Submitted to: Florida Entomologist
Publication Type: Peer Reviewed Journal
Publication Acceptance Date: 1/11/2010
Publication Date: 3/1/2010
Citation: Meagher Jr, R.L., Landolt, P.J. 2010. Binary floral lure attractive to velvetbean caterpillar adults (Lepidoptera: Noctuidae). Florida Entomologist. 93(1):73-79 Interpretive Summary: Velvetbean caterpillar is a migratory agricultural pest whose larvae attack various row crops such as soybeans and peanuts in the eastern and central United States. Although sex pheromone components have been identified, commercially available lures are difficult to obtain and only attract male moths. Scientists at the Center for Medical, Agricultural and Veterinary Entomology, Gainesville, Florida, and at the Yakima Agricultural Research Laboratory, Wapato, Washington, are improving trapping techniques that will aid in monitoring adult populations. This report describes capture of velvetbean caterpillar, along with other pests such as soybean looper and melonworm, in traps baited with synthetic floral odorants. One binary lure composed of phenylacetaldehyde plus linalool was very good at attracting large numbers of both male and female moths. Over a 4-week trapping period, almost 13,000 male and female moths were collected. Future control tactics may include this combination in an attract-and-kill strategy.

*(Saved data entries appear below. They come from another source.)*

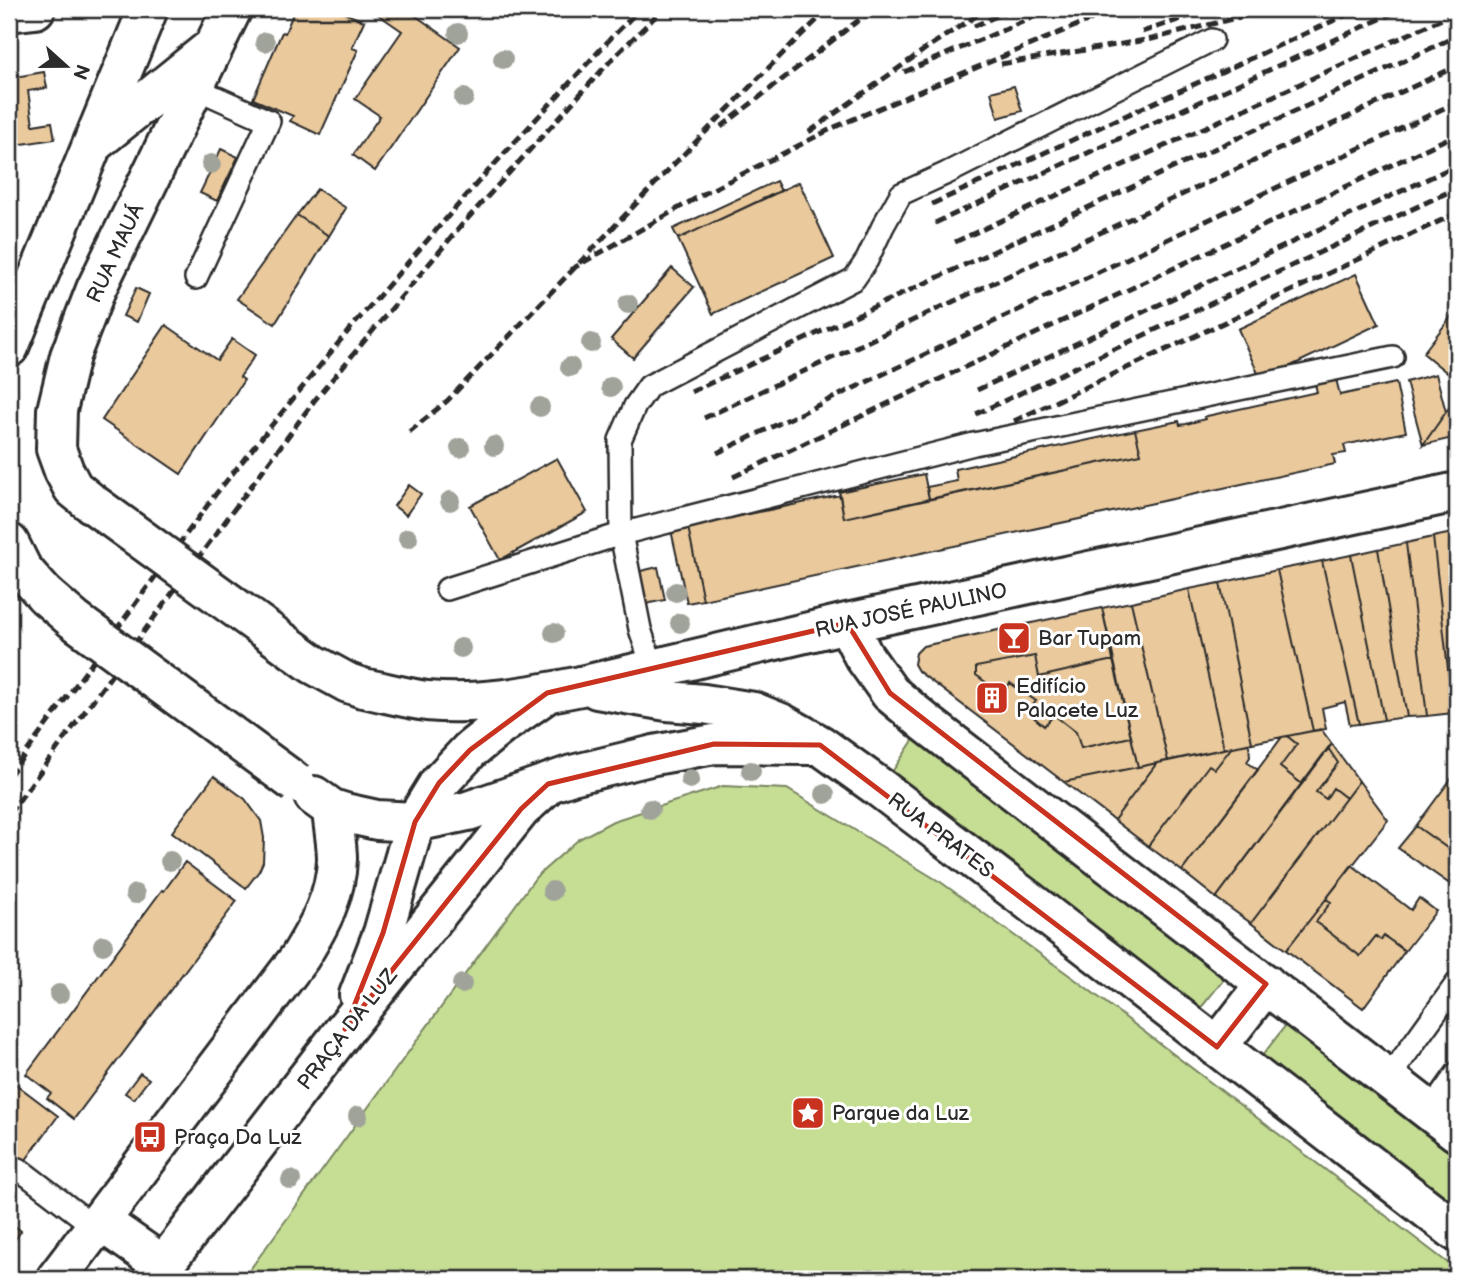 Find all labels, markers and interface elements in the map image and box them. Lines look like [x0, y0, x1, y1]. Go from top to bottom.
north arrow [32, 32, 102, 102]
text: N [67, 61, 94, 82]
street label: RUA MAUÁ [82, 200, 149, 307]
street label: RUA JOSÉ PAULINO [813, 578, 1009, 643]
bar icon: Bar Tupam [995, 619, 1033, 657]
place label: Bar Tupam [1038, 626, 1141, 651]
place label: Edifício Palacete Luz [1016, 674, 1139, 723]
building icon: Edifício Palacete Luz [973, 679, 1011, 717]
street label: RUA PRATES [883, 787, 999, 883]
street label: PRAÇA DA LUZ [292, 963, 403, 1095]
place icon: Parque da Luz [789, 1094, 827, 1132]
place label: Parque da Luz [832, 1101, 970, 1126]
bus stop icon: Praça Da Luz [131, 1118, 169, 1156]
place label: Praça Da Luz [174, 1125, 302, 1150] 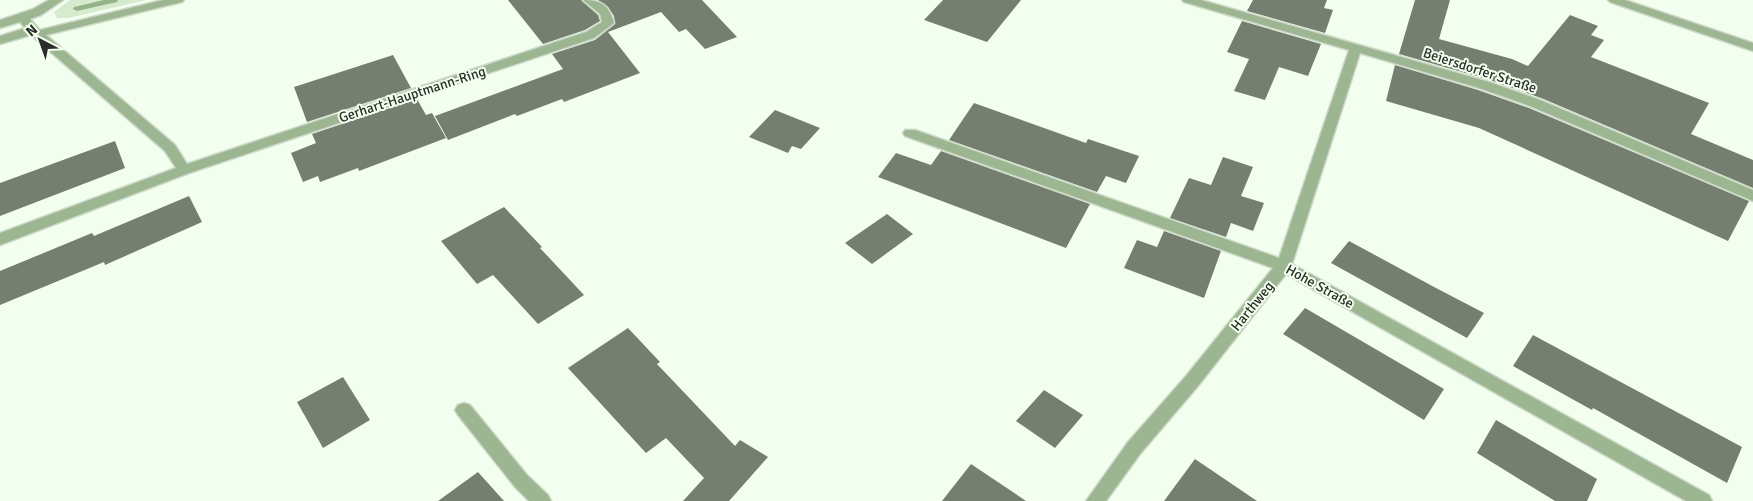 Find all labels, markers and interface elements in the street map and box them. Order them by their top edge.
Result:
north arrow [15,15,65,65]
text: N [23,21,41,40]
street label: Beiersdorfer Straße [1421,44,1539,97]
street label: Gerhart-Hauptmann-Ring [337,63,488,126]
street label: Hohe Straße [1283,261,1357,312]
street label: Harthweg [1227,278,1277,334] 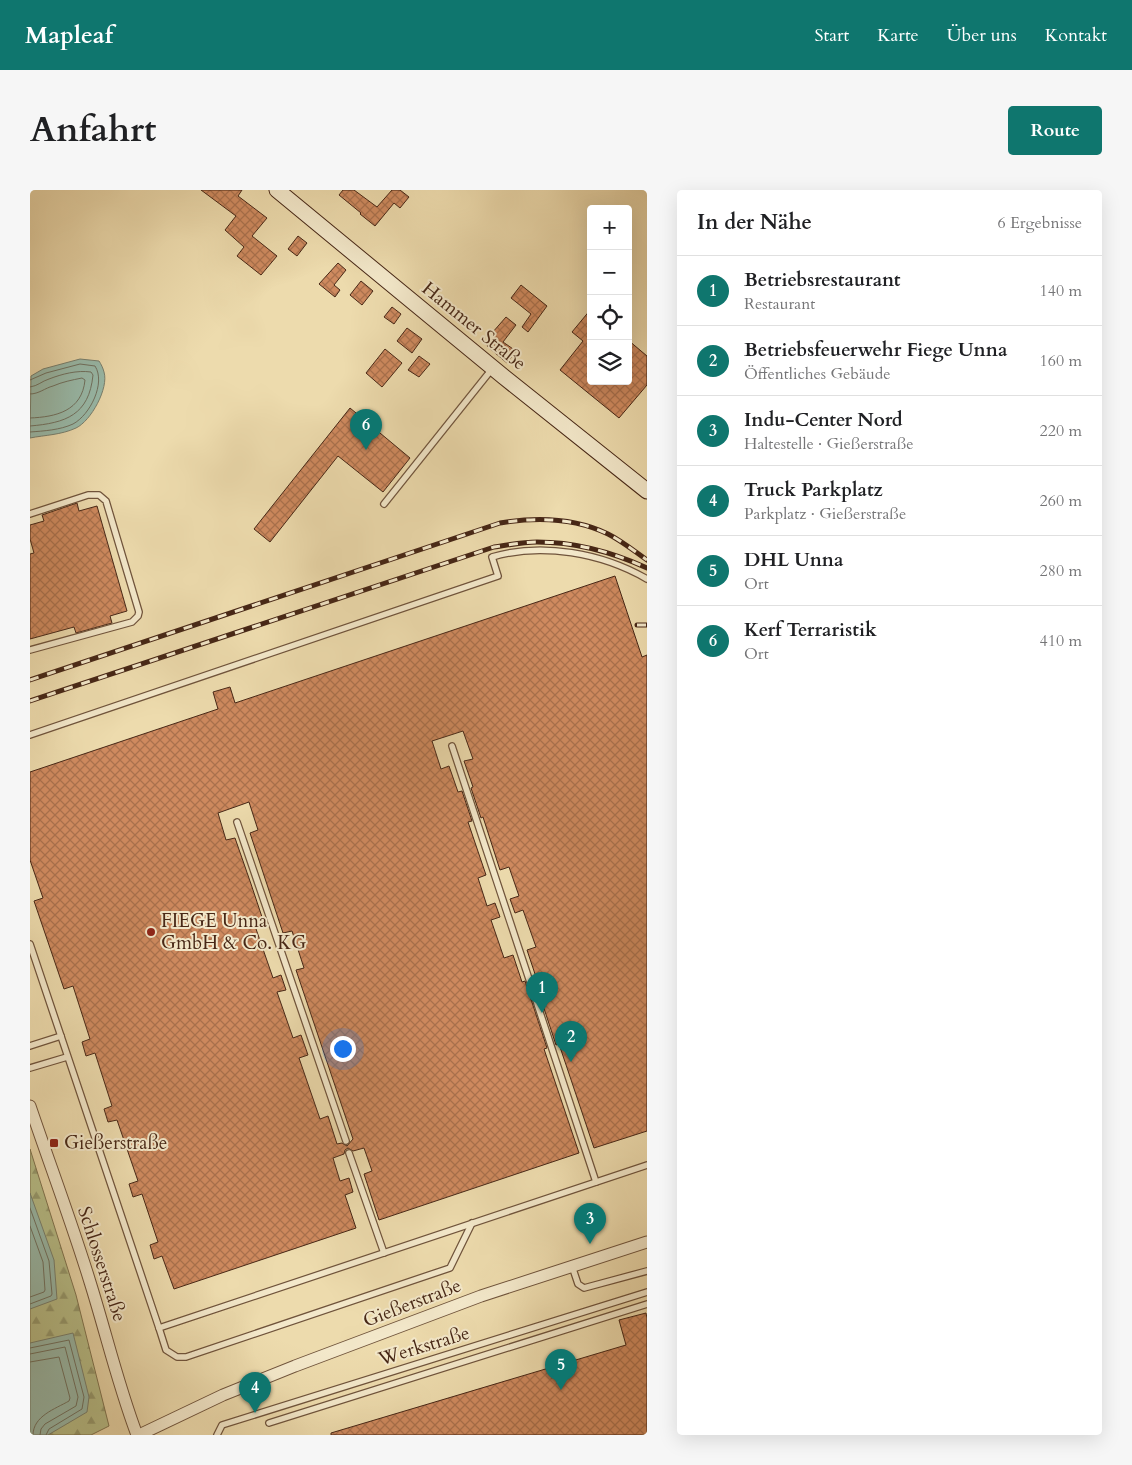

Technical Abstract: A number of moth species responded positively to phenylacetaldehyde (PAA) and to the binary blend of PAA + linalool in tests conducted in peanut fields in northern Florida, USA. Velvetbean caterpillar moths (Anticarsia gemmatalis Hübner) were the most commonly collected species, with almost 13,000 males and females collected in a 4-week period in 2006. The noctuid moths soybean looper [Chrysodeixis includens (Walker)], golden looper [Argyrogramma verruca (F.)], Mocis disseverans (Walker), M. latipes, fall armyworm [Spodoptera frugiperda (J. E. Smith)], and the pyralid melonworm [Diaphania hyalinata (L.)] were collected in traps baited with the binary blend. Management application of these floral attractants in an attract-and-kill strategy is discussed.